Coluna
Jorge Antonio Barros

O que deu errado nas UPPs?

Desvios de conduta, que dão o tom da tropa, não podem ser jogados para baixo do tapete nas favelas, onde a população se cansou de estar oprimida entre a cruz e os fuzis

Três anos depois de a reeleição do governador Sérgio Cabral no primeiro turno ter sido atribuída à vitória do projeto de policiamento comunitário nas principais favelas do Rio, as UPPs escorregam justamente agora na corrida eleitoral. A própria Secretaria de Segurança do estado entregou ao TRE um relatório apontando 41 áreas no Estado do Rio dominadas por tráfico ou milícia, que controlam a tal ponto o território impedindo que lá chegue a democracia. São áreas às quais só têm acesso os candidatos aceitos pelo crime ou por afinidade ou por acordos com a bandidagem. O número guarda um simbolismo. É superior em dois ao número das 39 UPPs.

O caso mais emblemático talvez seja o dos complexos do Alemão e da Penha, que têm oito das 39 UPPs. A operação policial que tomou o Complexo do Alemão das mãos do tráfico, com apoio decisivo dos blindados da Marinha, completará quatro anos no dia 25 de novembro. Foi resultado de um dos maiores cercos policiais já realizados no Rio. Na ocasião, os bandidos receberam até ultimato para se entregar, mas os chefes da quadrilha escaparam sem deixar vestígios. Um deles tem o apelido de Pezão, curiosamente o mesmo pelo qual é conhecido o governador do estado, que é proibido de fazer campanha naquele local. A mesma região onde, após a operação de guerra de 2010, foram hasteadas pela polícia as bandeiras do Brasil e do Estado do Rio.

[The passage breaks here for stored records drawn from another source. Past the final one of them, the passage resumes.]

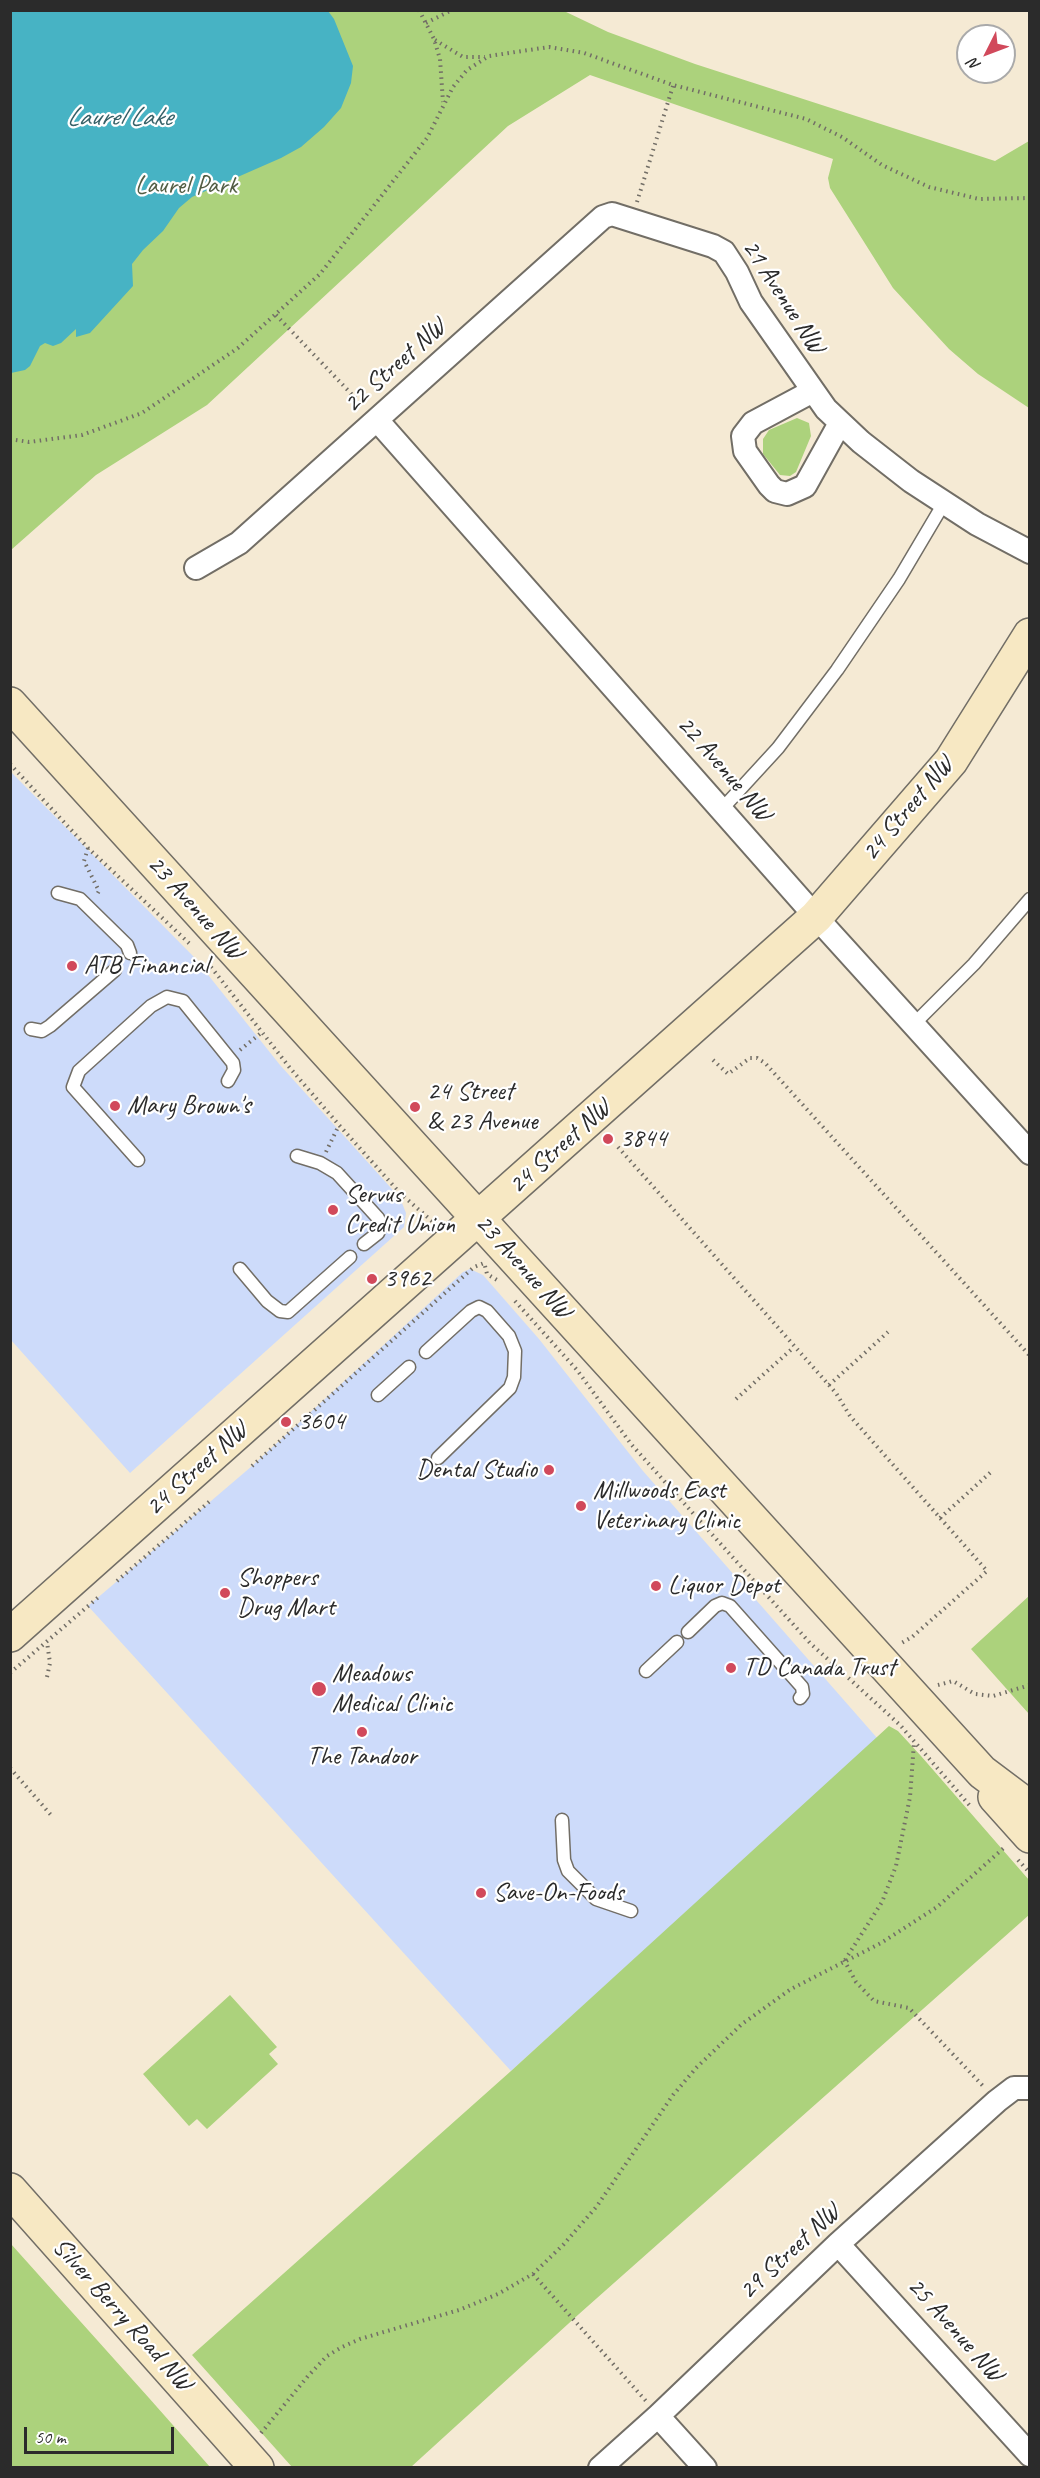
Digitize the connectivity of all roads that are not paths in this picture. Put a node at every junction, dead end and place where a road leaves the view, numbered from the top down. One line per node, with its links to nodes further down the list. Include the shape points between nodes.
1 (632, 220): 2 (street, 21 Avenue NW, via 724,252 751,302); 3 (street, 22 Street NW, via 612,214 603,217)
2 (812, 392): 4 (street, 21 Avenue NW); 4 (street, 21 Avenue NW, via 753,423 743,436 745,451 769,485 787,494 805,486)
3 (377, 420): 7 (street, 22 Street NW, via 239,543); 10 (street, 22 Avenue NW)
4 (840, 423): 5 (street, 21 Avenue NW, via 880,458)
5 (944, 503): 6 (street, 21 Avenue NW); 10 (lane, via 899,579 837,670 778,748)
6 (1029, 552)
7 (196, 568)
8 (1029, 635): 13 (street, 24 Street NW, via 951,761)
9 (12, 704): 22 (street, 23 Avenue NW)
10 (722, 809): 13 (street, 22 Avenue NW)
11 (58, 893): 14 (lane, via 88,905 127,945)
12 (1029, 899): 16 (lane, via 974,964)
13 (816, 917): 16 (street, 22 Avenue NW); 22 (street, 24 Street NW)
14 (130, 953)
15 (115, 970): 17 (lane, via 50,1026 42,1031)
16 (913, 1025): 19 (street, 22 Avenue NW)
17 (32, 1029)
18 (228, 1081): 21 (lane, via 234,1070 230,1058 183,1001 167,997 151,1006 80,1071 73,1087)
19 (1029, 1153)
20 (297, 1156): 23 (lane, via 337,1173 381,1225 378,1233)
21 (138, 1160)
22 (479, 1219): 31 (street, 24 Street NW); 35 (street, 23 Avenue NW)
23 (364, 1244)
24 (350, 1257): 25 (lane, via 288,1312 267,1301)
25 (240, 1269)
26 (426, 1352): 29 (lane, via 479,1307 509,1336 514,1351 510,1388)
27 (409, 1367): 28 (lane)
28 (378, 1395)
29 (438, 1458)
30 (688, 1632): 34 (lane, via 715,1606 730,1606 802,1687)
31 (10, 1635)
32 (677, 1642): 33 (lane)
33 (646, 1671)
34 (800, 1698)
35 (982, 1772): 36 (street, 23 Avenue NW); 38 (street, 23 Avenue NW, via 986,1787)
36 (1029, 1808)
37 (562, 1820): 39 (lane, via 568,1871 596,1899)
38 (1014, 1837)
39 (631, 1911)
40 (1027, 2087): 42 (street, 29 Street NW, via 1014,2088 997,2101)
41 (10, 2190): 44 (street, Silver Berry Road NW)
42 (838, 2244): 43 (street, 29 Street NW); 45 (street, 25 Avenue NW)
43 (658, 2416): 46 (street, 29 Street NW); 47 (street)
44 (256, 2454)
45 (1029, 2455)
46 (600, 2468)
47 (705, 2468)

A proibição a Pezão e aos candidatos governistas de fazer campanha no Alemão poderia servir até de propaganda favorável a eles. Afinal, são candidatos rejeitados pelo tráfico por representarem uma ameaça ao crime. Só que não. A imposição do tráfico significa em última (ou primeira) análise que os criminosos não perderam o controle daquele território, como apregoou o governo, e muitos moradores chegaram a acreditar.

De nada adiantou o Exército fazer um belo trabalho de ocupação, deixando o território “limpo” para as forças de segurança estaduais. Mesmo sem ostentar fuzis, mas armados de pistolas, os traficantes voltaram a dar as ordens no local, depois de promover até ousados ataques, assassinando policiais das UPPs. Alguma coisa deu errado ali, assim como na Rocinha e no Complexo da Maré. Das 41 áreas fora do controle do estado, dez têm UPPs.

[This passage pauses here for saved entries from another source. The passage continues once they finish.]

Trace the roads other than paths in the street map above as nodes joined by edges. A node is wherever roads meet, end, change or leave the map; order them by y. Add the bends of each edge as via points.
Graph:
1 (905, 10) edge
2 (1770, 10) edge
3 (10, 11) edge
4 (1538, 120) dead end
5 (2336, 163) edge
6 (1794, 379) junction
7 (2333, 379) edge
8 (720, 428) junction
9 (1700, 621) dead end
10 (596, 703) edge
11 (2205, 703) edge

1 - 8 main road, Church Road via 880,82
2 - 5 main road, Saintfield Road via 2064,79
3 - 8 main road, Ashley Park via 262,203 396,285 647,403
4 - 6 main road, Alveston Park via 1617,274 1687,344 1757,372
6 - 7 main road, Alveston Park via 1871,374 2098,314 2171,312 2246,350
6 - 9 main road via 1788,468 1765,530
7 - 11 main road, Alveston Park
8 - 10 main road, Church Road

Embora as UPPs não tenham apresentado nenhuma grande novidade (os pais do policiamento comunitário em favelas foram os DPOs, Destacamentos de Policiamento Ostensivo, e os PPCs, Postos de Policiamento Comunitário, das décadas de 60 e 70), o fato é que houve drástica redução nos homicídios com a retomada de algumas áreas. Em alguns locais, o tráfico promoveu apenas uma saída estratégica, escondendo fuzis, munição e drogas.

As UPPs foram uma resposta inteligente do poder público. Só que podem apresentar prazo de validade, se não vierem acompanhadas de investimentos sociais. No caso do Complexo do Alemão, a prefeitura do Rio anuncia que a área ganhou nove unidades de ensino e reformou outra, construiu uma Nave do Conhecimento, três clínicas da família, uma UPA, reformou um centro de saúde e implantou o projeto de habitação Morar Carioca, beneficiando 44.600 moradores. Que povo ingrato, não?

Para que uma UPP se consolide é preciso também haver monitoramento constante da capacitação e do desempenho dos policiais. O projeto precisa ser avaliado e o diagnóstico retroalimentar o planejamento. Desvios de conduta, que dão o tom da tropa, não podem ser jogados para baixo do tapete nas favelas, onde a população se cansou de estar oprimida entre a cruz e os fuzis, ora do tráfico, ora da polícia. A tortura e o desaparecimento do pedreiro Amarildo na UPP da Rocinha em junho de 2013 — apenas dois anos depois de instalada — abriram a torrente de críticas ao projeto.

O que afinal deu errado em algumas UPPs? Esta é a pergunta que o governo do estado deveria ter feito bem antes da sagrada hora das urnas. Se tivesse buscado com sinceridade uma resposta, poderia ter percebido que a UPP foi uma boa solução, mas imposta de cima para baixo, azeitada pela embalagem asséptica dos marqueteiros de plantão, sem levar em conta um aspecto crucial nas democracias: diálogo permanente com os cidadãos. Esse canal com certeza abriria as portas para a construção de uma cultura de paz, que derrubasse definitivamente a cultura do narcotráfico.